If you’re looking to do some natural beauty product shopping, you’ll quickly realize you’re drowning in random labels and emotionally validating statements like “cruelty-free.” So which ones are useful and which are pure nonsense? Below is your guide to beauty product ecolabels.

The main ecolabels to watch out for

There are tons of ecolabels and statements out there. Some are legit, some less so. So below is a list of some of the more trustworthy, popular labels.

EWG Verified: New as of November 2015, this label is the official stamp of approval of the Environmental Working Group. Products must meet stringent environmental criteria to boast this label. The products are assessed across metrics like which ingredients they contain, transparency and manufacturing practices.

USDA Organic: A really big time ecolabel on the list, this means a product is certified to be organic by the U.S. Department of Agriculture.

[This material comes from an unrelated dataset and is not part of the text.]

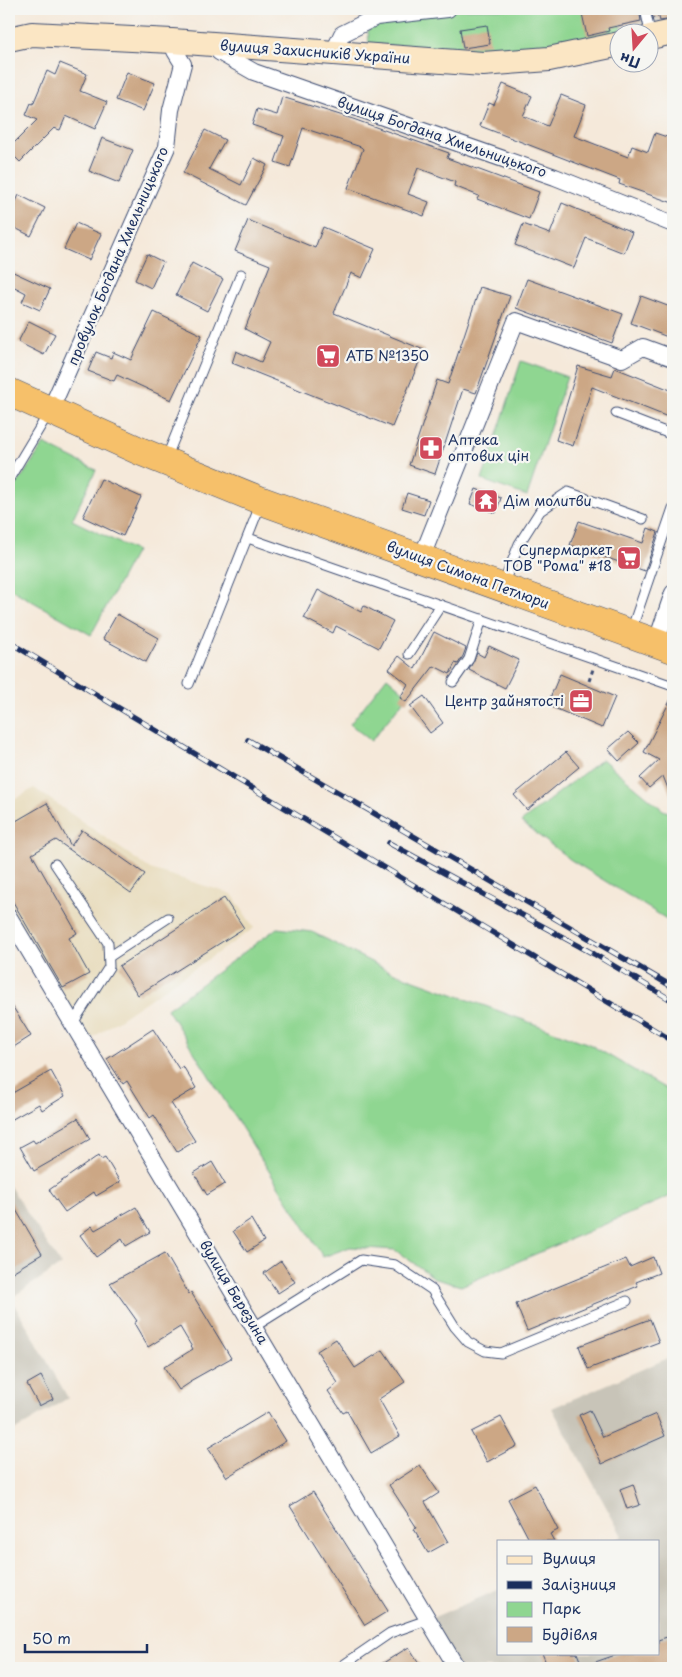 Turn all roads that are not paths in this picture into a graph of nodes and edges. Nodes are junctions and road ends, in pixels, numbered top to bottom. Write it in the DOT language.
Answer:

Natural Products Association Certified (AKA the NPA Natural Seal): Products with this seal must use at least 95 percent natural ingredients excluding water and meet certain processing requirements.

Design for the Environment (DfE) / Safer Choice: This is a group that uses EPA knowledge about chemicals to assess a product. If it bears the seal, it carries certain safer guidelines. It has been rebranded to the Safer Choice label.

Non-GMO Project Verified: If GMOs are a concern of yours, this label makes sure the product has been formulated in avoidance of genetically modified organisms.

These are just some of the most common labels you’ll see. If you have a question about a label you’ve seen, there’s a large index of ecolabels here with detailed descriptions.

Watch out for greenwashing

Greenwashing has been a problem with natural products for several years now. Ever since going green became a hit, there have been tons of companies trying to pass off random products as “green” in an effort to boost sales.

If you’re looking to buy true green products, watch out for vague wording. Two of the biggest culprits are “natural” or “all-natural,” which have no unified, agreed on definition and aren’t regulated by any independent body. Another favorite is to label something as “organic” after including a drop or two of essential oil, along with a host of non-organic substances.

Another huge controversy is the wording “Cruelty Free”/”Not Tested on Animals.” The FDA warns that these are not enforceable terms, since there are no hard and fast legal definitions on them.

Many times, these terms will be applied to the finished products, while raw materials could be tested on animals. Or a raw material could have been tested on animals when it was being developed, but it isn’t now, so the phrase will be added to the product.

To find products that are cruelty-free, look at sites like leapingbunny.org that assess for animal-friendly products and search their product guides.